Look through the data that follows and copy each line with the string "Tullock".

== Data extract

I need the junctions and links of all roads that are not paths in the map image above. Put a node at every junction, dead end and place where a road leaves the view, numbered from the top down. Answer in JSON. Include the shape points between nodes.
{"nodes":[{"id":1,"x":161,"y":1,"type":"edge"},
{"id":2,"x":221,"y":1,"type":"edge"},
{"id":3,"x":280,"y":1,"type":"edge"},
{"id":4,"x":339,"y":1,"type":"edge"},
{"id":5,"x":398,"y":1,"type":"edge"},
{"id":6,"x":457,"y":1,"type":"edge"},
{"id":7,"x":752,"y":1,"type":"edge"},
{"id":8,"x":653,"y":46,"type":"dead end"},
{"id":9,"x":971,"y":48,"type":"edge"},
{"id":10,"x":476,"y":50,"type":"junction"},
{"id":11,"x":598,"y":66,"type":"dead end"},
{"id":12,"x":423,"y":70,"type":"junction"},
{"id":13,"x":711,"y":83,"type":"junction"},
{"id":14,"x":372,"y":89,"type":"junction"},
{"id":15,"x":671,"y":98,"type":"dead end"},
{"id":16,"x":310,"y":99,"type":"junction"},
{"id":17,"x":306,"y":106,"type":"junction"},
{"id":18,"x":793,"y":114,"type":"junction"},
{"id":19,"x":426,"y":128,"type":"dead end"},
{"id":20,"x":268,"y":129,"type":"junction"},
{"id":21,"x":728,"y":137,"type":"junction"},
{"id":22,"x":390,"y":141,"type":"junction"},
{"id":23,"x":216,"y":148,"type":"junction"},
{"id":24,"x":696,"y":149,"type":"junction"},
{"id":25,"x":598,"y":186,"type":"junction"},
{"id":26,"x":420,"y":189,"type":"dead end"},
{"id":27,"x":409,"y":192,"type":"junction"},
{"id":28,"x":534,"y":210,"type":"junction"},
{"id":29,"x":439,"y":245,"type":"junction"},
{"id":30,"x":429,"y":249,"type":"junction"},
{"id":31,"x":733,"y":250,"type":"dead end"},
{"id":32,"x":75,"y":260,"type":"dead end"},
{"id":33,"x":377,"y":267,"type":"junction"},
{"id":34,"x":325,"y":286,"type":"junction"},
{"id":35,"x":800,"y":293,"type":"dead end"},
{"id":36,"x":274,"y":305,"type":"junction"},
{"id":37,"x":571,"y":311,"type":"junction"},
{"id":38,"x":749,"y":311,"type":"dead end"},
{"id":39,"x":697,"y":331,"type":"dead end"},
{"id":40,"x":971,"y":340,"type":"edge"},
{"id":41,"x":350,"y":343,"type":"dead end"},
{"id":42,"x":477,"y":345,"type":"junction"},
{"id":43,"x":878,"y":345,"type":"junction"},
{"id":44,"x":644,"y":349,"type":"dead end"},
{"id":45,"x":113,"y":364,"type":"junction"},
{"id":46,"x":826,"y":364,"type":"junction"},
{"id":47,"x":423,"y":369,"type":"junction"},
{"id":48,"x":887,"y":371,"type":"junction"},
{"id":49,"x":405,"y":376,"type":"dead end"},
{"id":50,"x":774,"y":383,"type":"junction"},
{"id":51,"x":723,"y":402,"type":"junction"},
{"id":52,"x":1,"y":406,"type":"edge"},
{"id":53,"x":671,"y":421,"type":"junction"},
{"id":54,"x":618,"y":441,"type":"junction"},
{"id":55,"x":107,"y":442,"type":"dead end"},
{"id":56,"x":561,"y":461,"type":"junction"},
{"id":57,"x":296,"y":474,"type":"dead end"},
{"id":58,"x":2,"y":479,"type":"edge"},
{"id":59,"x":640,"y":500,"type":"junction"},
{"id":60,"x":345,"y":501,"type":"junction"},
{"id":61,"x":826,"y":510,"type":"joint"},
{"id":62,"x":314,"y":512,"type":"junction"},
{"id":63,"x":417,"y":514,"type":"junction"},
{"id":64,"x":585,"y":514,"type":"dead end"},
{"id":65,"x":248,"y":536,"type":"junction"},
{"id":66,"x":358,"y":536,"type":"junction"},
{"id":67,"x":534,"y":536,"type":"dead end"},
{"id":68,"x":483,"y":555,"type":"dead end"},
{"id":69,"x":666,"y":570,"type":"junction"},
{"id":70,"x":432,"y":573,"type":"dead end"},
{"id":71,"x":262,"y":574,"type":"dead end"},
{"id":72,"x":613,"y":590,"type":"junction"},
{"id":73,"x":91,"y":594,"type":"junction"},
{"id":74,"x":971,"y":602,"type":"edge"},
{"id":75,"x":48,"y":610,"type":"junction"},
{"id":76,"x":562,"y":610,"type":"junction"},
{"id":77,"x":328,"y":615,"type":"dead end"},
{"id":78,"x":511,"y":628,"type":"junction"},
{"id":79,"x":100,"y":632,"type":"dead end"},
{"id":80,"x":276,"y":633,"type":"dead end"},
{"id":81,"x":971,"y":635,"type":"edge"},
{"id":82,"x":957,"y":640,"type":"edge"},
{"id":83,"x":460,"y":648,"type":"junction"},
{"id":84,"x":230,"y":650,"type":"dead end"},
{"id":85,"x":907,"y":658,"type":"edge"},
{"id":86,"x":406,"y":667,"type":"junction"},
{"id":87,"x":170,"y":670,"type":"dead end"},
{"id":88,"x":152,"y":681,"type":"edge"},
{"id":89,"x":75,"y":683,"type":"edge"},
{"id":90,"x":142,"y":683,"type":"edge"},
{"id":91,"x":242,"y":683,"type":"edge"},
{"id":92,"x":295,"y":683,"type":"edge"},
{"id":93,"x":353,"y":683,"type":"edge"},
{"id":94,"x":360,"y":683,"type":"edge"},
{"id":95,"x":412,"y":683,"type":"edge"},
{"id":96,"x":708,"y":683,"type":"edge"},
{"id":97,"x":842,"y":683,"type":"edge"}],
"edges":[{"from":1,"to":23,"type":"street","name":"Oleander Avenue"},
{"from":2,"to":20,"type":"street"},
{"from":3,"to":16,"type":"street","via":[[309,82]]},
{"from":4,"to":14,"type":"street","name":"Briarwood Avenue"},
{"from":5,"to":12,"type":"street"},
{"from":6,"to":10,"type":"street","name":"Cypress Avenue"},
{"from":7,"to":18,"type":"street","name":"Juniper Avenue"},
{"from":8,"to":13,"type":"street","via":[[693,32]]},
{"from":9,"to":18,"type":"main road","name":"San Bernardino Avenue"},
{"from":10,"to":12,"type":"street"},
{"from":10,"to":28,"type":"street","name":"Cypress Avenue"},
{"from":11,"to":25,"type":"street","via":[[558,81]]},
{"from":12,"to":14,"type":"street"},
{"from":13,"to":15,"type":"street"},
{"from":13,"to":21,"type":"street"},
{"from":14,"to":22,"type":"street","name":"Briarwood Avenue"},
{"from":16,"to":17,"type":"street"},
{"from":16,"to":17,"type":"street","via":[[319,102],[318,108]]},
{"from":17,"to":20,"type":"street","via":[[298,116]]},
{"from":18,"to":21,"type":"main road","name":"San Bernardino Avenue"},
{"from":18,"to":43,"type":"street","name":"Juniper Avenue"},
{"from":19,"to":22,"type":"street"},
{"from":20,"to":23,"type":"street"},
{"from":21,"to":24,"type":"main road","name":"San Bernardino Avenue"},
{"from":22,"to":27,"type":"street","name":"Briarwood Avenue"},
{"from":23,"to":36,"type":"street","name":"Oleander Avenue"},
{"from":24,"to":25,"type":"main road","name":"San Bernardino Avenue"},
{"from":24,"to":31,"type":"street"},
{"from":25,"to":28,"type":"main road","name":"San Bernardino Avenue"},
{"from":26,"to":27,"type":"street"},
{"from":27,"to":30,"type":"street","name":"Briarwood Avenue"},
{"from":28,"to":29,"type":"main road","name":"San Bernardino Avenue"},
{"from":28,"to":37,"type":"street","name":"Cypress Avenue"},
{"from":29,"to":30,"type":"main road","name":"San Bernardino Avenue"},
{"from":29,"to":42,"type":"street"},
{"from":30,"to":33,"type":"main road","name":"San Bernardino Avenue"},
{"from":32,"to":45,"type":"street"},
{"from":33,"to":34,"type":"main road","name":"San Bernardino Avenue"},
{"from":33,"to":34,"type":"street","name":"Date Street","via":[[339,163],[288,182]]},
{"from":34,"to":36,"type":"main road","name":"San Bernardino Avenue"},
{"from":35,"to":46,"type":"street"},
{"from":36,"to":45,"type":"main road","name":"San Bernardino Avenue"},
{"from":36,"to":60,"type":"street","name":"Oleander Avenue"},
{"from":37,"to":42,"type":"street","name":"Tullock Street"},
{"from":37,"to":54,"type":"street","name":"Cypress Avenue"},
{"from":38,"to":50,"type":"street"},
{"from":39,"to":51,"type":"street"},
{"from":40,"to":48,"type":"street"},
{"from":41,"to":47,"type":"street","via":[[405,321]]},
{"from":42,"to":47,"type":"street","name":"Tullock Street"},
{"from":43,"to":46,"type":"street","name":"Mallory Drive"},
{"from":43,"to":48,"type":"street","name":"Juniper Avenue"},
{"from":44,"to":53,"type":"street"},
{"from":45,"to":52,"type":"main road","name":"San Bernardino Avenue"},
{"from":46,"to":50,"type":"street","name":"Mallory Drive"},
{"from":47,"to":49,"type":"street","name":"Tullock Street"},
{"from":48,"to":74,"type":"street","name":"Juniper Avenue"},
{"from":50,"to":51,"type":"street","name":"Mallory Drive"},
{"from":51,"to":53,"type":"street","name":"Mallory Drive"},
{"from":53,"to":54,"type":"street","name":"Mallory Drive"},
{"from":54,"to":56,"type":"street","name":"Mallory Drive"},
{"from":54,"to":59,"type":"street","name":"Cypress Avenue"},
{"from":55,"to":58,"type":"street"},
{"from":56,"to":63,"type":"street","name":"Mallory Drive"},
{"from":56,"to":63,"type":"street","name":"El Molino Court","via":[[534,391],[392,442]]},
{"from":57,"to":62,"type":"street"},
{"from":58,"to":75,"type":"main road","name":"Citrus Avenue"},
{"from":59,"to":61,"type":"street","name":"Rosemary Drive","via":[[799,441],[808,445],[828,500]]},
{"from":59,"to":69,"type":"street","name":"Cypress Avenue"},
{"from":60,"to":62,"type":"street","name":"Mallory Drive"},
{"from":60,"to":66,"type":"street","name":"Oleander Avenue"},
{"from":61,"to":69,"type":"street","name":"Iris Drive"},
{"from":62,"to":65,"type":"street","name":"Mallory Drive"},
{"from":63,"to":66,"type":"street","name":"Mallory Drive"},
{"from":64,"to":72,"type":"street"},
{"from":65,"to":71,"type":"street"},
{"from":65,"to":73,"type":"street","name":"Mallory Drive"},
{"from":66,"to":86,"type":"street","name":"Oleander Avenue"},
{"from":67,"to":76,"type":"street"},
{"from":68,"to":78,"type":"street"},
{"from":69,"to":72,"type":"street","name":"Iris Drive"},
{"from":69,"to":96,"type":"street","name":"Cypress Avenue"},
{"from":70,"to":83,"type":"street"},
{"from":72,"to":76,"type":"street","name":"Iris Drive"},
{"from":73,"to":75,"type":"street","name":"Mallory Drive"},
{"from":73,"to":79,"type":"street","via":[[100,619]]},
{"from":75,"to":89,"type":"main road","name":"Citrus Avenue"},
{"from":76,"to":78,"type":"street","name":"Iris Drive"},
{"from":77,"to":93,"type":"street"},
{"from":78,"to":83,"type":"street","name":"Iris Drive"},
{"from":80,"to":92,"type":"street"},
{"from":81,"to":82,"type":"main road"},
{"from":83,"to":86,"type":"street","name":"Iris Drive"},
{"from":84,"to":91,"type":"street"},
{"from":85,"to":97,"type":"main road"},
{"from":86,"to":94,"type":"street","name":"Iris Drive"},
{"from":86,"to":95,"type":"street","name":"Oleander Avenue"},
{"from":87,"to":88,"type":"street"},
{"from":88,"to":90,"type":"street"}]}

====

- Reply
{"from":37,"to":42,"type":"street","name":"Tullock Street"},
{"from":42,"to":47,"type":"street","name":"Tullock Street"},
{"from":47,"to":49,"type":"street","name":"Tullock Street"},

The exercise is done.